If you do a long cycle, instead of taking that much vitamins, buy fish oil and minerals so your liver can function properly and eliminate the toxins released from your fatty tissue as it should, a deficiency of any of this 3 requirements can compromise the elimination of toxins out of your blood and contaminate your body, this is a must for obese people doing DNP cycles and for long cycles with high doses.

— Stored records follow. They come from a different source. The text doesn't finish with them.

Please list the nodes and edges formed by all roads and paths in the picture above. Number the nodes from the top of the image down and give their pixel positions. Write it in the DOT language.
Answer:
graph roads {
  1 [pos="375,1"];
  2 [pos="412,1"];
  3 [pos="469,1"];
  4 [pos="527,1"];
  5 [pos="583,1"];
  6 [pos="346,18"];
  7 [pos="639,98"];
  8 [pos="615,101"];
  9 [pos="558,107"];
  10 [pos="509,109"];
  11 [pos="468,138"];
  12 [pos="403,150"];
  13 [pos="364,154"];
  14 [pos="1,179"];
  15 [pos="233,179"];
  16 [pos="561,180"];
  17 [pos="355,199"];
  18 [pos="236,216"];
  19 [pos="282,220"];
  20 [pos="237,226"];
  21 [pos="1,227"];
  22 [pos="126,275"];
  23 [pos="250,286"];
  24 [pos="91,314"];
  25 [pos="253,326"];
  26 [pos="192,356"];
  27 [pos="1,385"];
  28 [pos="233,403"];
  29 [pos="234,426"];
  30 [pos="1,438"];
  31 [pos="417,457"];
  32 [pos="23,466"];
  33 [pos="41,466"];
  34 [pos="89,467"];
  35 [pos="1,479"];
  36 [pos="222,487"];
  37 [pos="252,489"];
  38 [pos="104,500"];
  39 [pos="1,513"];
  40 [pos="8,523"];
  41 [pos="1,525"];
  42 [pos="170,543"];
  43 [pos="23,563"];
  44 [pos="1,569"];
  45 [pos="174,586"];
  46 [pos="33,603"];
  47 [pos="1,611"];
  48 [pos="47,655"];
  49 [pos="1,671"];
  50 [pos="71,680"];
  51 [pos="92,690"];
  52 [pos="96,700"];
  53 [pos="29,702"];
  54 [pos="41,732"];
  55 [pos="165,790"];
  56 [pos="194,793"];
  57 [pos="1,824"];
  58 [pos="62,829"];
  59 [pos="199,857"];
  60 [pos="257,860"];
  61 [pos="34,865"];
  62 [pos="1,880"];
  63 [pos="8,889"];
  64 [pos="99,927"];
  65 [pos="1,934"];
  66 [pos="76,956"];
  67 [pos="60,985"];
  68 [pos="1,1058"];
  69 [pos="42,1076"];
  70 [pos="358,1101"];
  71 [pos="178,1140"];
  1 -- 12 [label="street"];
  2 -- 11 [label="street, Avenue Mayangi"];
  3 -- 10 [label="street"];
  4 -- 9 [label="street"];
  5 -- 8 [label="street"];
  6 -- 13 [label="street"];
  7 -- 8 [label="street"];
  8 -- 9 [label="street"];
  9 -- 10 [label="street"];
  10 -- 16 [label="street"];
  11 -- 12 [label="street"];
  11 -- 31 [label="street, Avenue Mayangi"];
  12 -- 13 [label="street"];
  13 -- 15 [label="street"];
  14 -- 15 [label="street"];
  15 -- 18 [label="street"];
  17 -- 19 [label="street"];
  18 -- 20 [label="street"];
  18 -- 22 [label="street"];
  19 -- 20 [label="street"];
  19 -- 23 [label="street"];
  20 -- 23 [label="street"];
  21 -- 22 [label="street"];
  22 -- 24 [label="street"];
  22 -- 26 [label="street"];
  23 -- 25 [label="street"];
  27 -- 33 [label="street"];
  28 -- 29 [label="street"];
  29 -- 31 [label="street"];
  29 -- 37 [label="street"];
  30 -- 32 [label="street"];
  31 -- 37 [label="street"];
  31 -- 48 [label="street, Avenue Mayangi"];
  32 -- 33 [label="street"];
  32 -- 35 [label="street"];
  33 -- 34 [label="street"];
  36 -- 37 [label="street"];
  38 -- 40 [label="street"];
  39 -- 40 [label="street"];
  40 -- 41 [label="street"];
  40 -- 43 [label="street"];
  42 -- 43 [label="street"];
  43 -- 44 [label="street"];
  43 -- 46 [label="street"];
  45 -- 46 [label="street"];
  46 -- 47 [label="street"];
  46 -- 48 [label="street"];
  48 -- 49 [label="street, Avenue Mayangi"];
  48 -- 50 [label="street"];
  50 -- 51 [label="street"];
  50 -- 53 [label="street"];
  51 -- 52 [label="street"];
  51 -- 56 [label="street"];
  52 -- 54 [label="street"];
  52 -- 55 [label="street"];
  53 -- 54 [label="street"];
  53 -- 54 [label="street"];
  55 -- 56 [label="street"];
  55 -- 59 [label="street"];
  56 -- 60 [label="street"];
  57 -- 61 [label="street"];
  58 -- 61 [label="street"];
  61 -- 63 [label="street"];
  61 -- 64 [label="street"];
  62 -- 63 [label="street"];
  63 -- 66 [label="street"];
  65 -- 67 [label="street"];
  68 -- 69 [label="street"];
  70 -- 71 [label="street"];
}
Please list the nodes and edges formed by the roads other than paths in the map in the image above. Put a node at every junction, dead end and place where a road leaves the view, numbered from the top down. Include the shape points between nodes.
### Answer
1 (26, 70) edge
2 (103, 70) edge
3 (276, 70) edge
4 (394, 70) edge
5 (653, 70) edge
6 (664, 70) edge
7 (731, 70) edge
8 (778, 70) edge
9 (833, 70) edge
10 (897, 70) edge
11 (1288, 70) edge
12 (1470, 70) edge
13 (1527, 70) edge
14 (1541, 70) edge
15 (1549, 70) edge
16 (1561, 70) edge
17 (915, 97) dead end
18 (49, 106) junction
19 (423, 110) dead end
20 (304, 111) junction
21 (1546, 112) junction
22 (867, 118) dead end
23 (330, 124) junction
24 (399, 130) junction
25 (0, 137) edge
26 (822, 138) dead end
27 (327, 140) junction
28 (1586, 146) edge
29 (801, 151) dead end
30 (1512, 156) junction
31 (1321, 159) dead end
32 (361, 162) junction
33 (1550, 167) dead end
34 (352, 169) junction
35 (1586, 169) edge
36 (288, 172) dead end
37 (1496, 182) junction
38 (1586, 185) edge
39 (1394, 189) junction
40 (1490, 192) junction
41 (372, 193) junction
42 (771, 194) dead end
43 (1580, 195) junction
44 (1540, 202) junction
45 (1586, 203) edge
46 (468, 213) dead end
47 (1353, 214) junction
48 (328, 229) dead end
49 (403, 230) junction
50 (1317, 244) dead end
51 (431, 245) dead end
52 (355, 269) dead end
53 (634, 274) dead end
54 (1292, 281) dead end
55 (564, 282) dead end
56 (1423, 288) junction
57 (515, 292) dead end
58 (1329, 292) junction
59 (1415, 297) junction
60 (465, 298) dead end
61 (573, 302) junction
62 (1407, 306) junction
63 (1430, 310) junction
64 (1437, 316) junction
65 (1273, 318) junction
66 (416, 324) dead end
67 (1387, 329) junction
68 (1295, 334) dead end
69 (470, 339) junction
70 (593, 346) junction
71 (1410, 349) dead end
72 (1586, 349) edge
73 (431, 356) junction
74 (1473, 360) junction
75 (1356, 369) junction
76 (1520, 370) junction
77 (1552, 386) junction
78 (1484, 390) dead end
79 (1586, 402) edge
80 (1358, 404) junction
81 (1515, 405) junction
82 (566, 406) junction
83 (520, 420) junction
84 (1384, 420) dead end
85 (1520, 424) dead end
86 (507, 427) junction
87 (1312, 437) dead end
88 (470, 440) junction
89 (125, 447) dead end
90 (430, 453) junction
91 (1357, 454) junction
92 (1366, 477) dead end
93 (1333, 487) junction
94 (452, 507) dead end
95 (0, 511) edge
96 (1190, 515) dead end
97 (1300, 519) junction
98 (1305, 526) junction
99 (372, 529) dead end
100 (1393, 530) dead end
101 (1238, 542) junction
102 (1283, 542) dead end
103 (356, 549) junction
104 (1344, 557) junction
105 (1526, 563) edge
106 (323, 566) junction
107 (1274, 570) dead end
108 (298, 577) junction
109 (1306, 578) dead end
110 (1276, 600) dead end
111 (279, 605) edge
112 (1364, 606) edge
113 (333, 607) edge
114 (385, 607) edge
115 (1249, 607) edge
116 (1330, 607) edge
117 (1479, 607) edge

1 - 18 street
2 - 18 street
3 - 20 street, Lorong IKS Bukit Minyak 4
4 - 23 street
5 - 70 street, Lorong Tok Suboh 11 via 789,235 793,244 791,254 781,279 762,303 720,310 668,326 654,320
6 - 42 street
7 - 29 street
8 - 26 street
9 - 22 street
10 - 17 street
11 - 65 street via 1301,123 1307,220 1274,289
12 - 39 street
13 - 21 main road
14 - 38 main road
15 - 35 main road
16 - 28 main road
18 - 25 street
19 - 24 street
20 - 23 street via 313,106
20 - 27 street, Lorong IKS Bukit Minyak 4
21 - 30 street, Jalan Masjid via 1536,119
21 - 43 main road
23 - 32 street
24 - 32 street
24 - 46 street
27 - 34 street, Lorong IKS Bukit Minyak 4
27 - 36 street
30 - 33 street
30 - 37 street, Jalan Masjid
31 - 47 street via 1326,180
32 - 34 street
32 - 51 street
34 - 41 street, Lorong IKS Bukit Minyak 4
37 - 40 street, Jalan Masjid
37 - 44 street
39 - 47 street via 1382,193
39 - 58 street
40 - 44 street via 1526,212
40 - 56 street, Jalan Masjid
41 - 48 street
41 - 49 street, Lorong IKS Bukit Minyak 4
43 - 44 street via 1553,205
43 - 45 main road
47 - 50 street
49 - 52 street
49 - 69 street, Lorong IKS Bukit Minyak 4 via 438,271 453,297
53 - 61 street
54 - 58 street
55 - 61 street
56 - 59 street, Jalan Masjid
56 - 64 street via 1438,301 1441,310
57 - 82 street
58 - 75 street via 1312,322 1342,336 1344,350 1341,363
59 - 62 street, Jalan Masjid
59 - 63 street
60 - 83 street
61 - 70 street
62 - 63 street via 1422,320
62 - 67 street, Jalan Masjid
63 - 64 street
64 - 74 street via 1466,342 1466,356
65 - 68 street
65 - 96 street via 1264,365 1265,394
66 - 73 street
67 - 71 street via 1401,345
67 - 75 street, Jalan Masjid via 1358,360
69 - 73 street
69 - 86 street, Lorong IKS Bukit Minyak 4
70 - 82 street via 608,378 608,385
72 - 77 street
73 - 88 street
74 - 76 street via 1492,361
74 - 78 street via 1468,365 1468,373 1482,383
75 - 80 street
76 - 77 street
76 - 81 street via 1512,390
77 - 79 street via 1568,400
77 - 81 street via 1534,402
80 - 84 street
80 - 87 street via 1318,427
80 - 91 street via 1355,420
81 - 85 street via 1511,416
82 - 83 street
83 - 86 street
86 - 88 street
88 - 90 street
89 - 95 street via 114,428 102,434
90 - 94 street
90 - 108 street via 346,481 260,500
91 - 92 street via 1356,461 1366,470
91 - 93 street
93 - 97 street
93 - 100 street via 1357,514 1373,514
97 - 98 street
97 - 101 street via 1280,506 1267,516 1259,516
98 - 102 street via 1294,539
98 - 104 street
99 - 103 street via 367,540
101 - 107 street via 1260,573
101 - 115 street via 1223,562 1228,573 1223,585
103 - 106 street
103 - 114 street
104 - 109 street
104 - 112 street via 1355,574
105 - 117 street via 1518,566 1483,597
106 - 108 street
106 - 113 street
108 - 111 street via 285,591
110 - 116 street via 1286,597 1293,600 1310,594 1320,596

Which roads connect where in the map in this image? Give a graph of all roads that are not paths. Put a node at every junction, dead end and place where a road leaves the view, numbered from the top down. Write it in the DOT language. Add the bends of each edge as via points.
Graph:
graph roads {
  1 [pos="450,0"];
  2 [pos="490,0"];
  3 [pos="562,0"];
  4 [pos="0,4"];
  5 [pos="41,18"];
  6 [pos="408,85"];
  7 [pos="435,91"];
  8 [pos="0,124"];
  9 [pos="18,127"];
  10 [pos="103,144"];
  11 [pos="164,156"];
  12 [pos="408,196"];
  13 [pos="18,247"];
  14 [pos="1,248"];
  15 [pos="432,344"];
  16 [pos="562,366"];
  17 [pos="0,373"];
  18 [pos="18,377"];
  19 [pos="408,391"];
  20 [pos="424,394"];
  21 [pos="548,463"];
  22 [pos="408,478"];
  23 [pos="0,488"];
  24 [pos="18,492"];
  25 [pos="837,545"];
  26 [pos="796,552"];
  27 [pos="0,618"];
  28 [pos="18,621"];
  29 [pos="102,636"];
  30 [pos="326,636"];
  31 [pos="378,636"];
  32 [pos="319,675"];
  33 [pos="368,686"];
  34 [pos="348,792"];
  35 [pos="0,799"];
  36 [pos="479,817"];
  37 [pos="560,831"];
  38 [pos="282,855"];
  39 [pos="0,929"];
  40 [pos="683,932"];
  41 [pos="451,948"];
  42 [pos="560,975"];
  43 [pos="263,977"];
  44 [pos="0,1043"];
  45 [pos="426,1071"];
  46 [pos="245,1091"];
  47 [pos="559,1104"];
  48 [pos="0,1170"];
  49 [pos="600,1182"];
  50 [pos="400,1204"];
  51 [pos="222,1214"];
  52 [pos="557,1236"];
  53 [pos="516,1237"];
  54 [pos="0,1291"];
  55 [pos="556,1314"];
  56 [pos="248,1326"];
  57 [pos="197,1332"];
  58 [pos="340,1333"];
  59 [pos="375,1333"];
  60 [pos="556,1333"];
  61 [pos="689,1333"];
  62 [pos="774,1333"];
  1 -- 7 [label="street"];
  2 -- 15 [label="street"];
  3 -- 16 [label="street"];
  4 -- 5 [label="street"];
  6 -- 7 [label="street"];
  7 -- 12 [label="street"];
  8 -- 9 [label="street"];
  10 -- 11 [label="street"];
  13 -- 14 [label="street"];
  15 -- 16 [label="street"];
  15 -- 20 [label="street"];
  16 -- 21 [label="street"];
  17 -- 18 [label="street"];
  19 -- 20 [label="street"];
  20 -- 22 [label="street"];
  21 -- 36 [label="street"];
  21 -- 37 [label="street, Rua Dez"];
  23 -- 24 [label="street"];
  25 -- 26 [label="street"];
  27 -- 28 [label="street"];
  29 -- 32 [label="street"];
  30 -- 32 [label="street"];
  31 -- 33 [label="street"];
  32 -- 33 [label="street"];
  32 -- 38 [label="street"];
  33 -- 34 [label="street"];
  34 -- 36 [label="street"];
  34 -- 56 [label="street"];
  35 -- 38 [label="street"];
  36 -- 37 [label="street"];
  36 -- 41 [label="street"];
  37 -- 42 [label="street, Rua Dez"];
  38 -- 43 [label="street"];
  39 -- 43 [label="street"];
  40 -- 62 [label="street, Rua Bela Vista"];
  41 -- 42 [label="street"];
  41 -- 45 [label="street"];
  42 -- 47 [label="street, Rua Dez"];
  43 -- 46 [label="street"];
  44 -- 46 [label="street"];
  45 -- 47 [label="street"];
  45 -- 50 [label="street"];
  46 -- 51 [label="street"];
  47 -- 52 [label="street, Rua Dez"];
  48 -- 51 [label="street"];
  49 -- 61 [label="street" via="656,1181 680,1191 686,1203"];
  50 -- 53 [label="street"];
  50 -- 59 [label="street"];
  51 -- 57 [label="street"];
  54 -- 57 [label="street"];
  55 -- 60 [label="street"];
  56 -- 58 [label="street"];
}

Watch the cardio as you can faint and for the workout, choose machines instead of free weights, things like bench presses and squats are a terrible idea.


----------



## Nikyle1 (Apr 26, 2015)

what was your diet while on dnp?


----------



## Big Man 123 (Aug 1, 2013)

Nikyle1 said:


> what was your diet while on dnp?


Calories were a little bit below maintenance the whole cycle.

As for the macros, I ate a moderate-high amount of carbs, the more I ate carbs the less I ate protein tho.

I tried to mantain the carbs amount while I was very flexible with the protein and fats, someday more protein and less fat and somedays less protein and more fats.

I would lie if I tell you "This is exactly what I ate" as my memory is very very awful but they were pretty much:

300 grams of Carbs.

120 grams of Protein.

100 grams of Fat.


----------



## Nikyle1 (Apr 26, 2015)

What supplements would you recommend for a 3 week cycle at 220 Mg a day?


----------